Tuggeranong United was founded in 1976 as Kambah United Soccer Club. The senior First Team competed in the First Division of ACT football while the club catered for both junior and senior players in the Tuggeranong Valley. The club was located in the Tuggeranong suburb of Kambah, the largest residential suburb in the Southern Hemisphere. In 1989 TUSC won its first major trophy, the Federation Cup. A knock out competition run in conjunction with the entire league, involving teams from across the top divisions.

In 1977, Wanniassa Soccer Club was formed as a specialist junior football club for youngsters from the suburb of Wanniassa and its environs.

1983. Kambah United won its first ever title with an ACT Premier League ‘City’ conference premiership. The club pipped Narrabundah and Concordia Phillip to the title by one point. However, the club lost the Championship Grand Final to the ‘Country’ conference winners West Woden Juventus 0–3.

In 1985 Wanniassa SC changed its name to Tuggeranong Soccer Club.

1986, Kambah United and Tuggeranong SC merged to create Tuggeranong United Soccer Club to give a united development structure between juniors and seniors for the region. Juniors would predominantly be located out of Wanniassa and seniors out of Kambah.

===The glory years===

Between 1989 and 1995 the newly united club from Canberra's deep south experienced a period of great success both on and off the pitch. Off the pitch, the club was connecting with the ever-expanding local community in a fashion the two separate clubs never could. Participation numbers went through the roof with registrations reaching well over 1,300 players each season. On the pitch the merged club started picking up its first titles.
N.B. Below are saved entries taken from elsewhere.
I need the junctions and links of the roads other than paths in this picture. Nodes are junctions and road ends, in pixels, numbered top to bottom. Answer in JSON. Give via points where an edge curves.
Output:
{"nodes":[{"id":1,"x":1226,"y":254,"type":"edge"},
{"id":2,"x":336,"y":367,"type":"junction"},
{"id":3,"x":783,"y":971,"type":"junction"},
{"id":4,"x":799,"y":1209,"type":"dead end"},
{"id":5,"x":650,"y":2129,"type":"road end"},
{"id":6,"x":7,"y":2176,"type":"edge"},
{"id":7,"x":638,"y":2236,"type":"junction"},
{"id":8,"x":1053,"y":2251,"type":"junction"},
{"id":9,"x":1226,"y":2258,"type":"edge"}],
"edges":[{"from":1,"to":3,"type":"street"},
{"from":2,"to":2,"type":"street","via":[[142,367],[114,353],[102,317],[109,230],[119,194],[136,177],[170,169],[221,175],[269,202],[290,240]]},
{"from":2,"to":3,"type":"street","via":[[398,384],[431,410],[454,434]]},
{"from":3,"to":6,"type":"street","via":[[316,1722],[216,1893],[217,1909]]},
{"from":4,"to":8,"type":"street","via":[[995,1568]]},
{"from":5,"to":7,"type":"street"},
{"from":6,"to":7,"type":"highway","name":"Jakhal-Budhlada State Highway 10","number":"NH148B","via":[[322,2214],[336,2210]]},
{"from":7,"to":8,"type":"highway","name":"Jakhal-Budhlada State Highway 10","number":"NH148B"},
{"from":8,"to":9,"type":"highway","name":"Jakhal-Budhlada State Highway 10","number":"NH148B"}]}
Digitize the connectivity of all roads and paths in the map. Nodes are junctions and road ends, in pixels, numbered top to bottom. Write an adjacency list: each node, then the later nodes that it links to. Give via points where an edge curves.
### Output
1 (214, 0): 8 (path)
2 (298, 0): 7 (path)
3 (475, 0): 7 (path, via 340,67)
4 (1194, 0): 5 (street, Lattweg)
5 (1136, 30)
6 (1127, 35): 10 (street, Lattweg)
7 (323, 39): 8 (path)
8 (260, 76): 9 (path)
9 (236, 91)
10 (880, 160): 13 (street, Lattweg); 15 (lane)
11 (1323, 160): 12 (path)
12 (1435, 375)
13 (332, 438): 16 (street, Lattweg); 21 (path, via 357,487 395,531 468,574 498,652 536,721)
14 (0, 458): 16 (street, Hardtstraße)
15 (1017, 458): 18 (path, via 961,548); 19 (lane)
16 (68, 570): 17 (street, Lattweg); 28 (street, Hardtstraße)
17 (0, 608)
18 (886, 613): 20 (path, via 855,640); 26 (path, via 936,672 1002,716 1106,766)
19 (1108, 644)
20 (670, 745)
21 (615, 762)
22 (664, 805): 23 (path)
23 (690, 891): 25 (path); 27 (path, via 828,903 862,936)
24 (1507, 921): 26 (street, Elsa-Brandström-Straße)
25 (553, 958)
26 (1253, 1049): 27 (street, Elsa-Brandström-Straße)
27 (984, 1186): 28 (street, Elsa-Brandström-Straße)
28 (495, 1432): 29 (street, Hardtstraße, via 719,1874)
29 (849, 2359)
In 1989, United won its first major ACT title, The Federation Cup (Fed Cup). The Fed Cup is the ACT's premier knock-out tournament contested each season since 1962 by the clubs in the top divisions in ACT football. Tuggies beat Canberra City Concordia in the cup final 3–0.

Continuing on this golden period, Tuggeranong won a Premiership/Championship double 1991. In 1992 Tuggers defended their Championship crown by beating Belconnen United in the grand final 2–0. In 1993, 94 and 95, the club added a further two Federation Cups to their trophy room while finishing runner-up in both the grand final and league in 1994 and runner-up in the fed cup in 1995.

===The yo-yo years===

The late 1990s and early 2000s saw the club go through a period of instability and turbulence. In 1997 after two years of poor performances, Tuggers were relegated to the second division (Premier League 2).
In 1999, several former Tuggeranong juniors returned to the club with the goal of getting the club promoted. Tuggeranong beat O'Connor Knights 6–1 in the Grand Final in front of a large crowd and were promoted. The 1999 team is regarded as the clubs best ever home grown team, most of which were representative players. The team then backed up the Grand Final win with a Federation Cup runners up result six months later.
The club then performed reasonably in the top flight for four seasons before again getting relegated in 2005. The club spent one season in Division 1 (second division) but a good season ended with the club promoted back into the Premier League in 2006.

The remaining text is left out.